*** Begin section ***
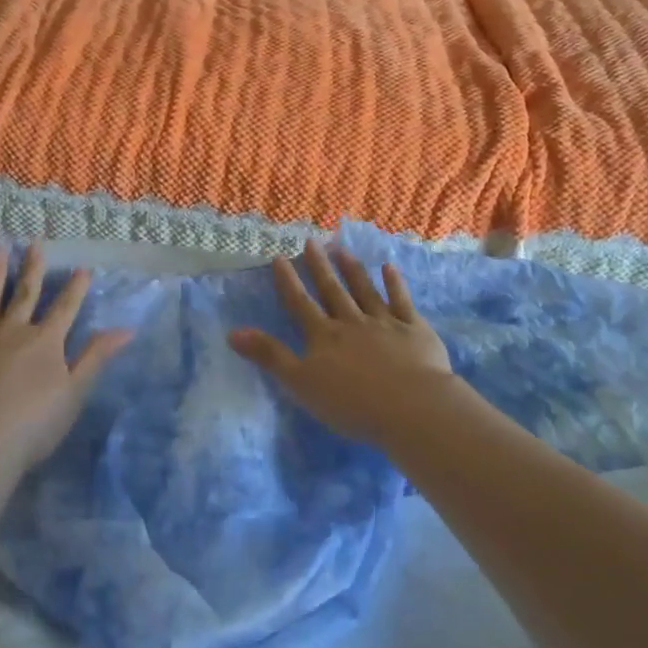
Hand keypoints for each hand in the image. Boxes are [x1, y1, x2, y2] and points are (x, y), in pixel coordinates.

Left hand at [0, 244, 131, 470]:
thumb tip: (126, 329)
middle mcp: (14, 330)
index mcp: (46, 342)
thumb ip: (96, 358)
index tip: (82, 267)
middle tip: (35, 242)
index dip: (75, 287)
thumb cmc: (31, 425)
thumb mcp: (74, 394)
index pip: (66, 308)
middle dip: (33, 268)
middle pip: (26, 293)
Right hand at [229, 241, 462, 448]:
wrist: (410, 406)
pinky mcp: (414, 330)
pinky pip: (402, 302)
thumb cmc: (351, 402)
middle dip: (320, 266)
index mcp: (324, 337)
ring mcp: (386, 323)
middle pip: (332, 291)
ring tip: (342, 249)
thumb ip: (270, 356)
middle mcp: (352, 322)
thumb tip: (232, 332)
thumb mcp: (300, 383)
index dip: (288, 281)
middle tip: (312, 241)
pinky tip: (389, 268)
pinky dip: (395, 284)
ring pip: (365, 291)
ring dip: (353, 270)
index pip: (300, 304)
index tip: (279, 256)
*** End section ***
What you need to do
Set down all the entries exactly as they appear, but skip any pictures.

Expected answer
Hand keypoints for each hand in the image. Boxes are [x1, y1, x2, y2] and points are (x, y), in pixel coordinates.

Left hand at [0, 244, 131, 470]:
thumb tip: (126, 329)
middle mcp: (14, 330)
index mcp: (46, 342)
thumb ip: (96, 358)
index tip: (82, 267)
middle tip: (35, 242)
index dip: (75, 287)
thumb cmc: (31, 425)
thumb mcp: (74, 394)
index pip: (66, 308)
middle dip: (33, 268)
middle pip: (26, 293)
Right hand at [229, 241, 462, 448]:
wrist: (410, 406)
pinky mcp: (414, 330)
pinky pip: (402, 302)
thumb cmc: (351, 402)
middle dip: (320, 266)
index mcp: (324, 337)
ring mcp: (386, 323)
middle pip: (332, 291)
ring tip: (342, 249)
thumb ip: (270, 356)
middle mcp: (352, 322)
thumb tip: (232, 332)
thumb mcp: (300, 383)
index dip: (288, 281)
middle tip: (312, 241)
pinky tip: (389, 268)
pinky dip: (395, 284)
ring pip: (365, 291)
ring dip: (353, 270)
index pip: (300, 304)
index tip: (279, 256)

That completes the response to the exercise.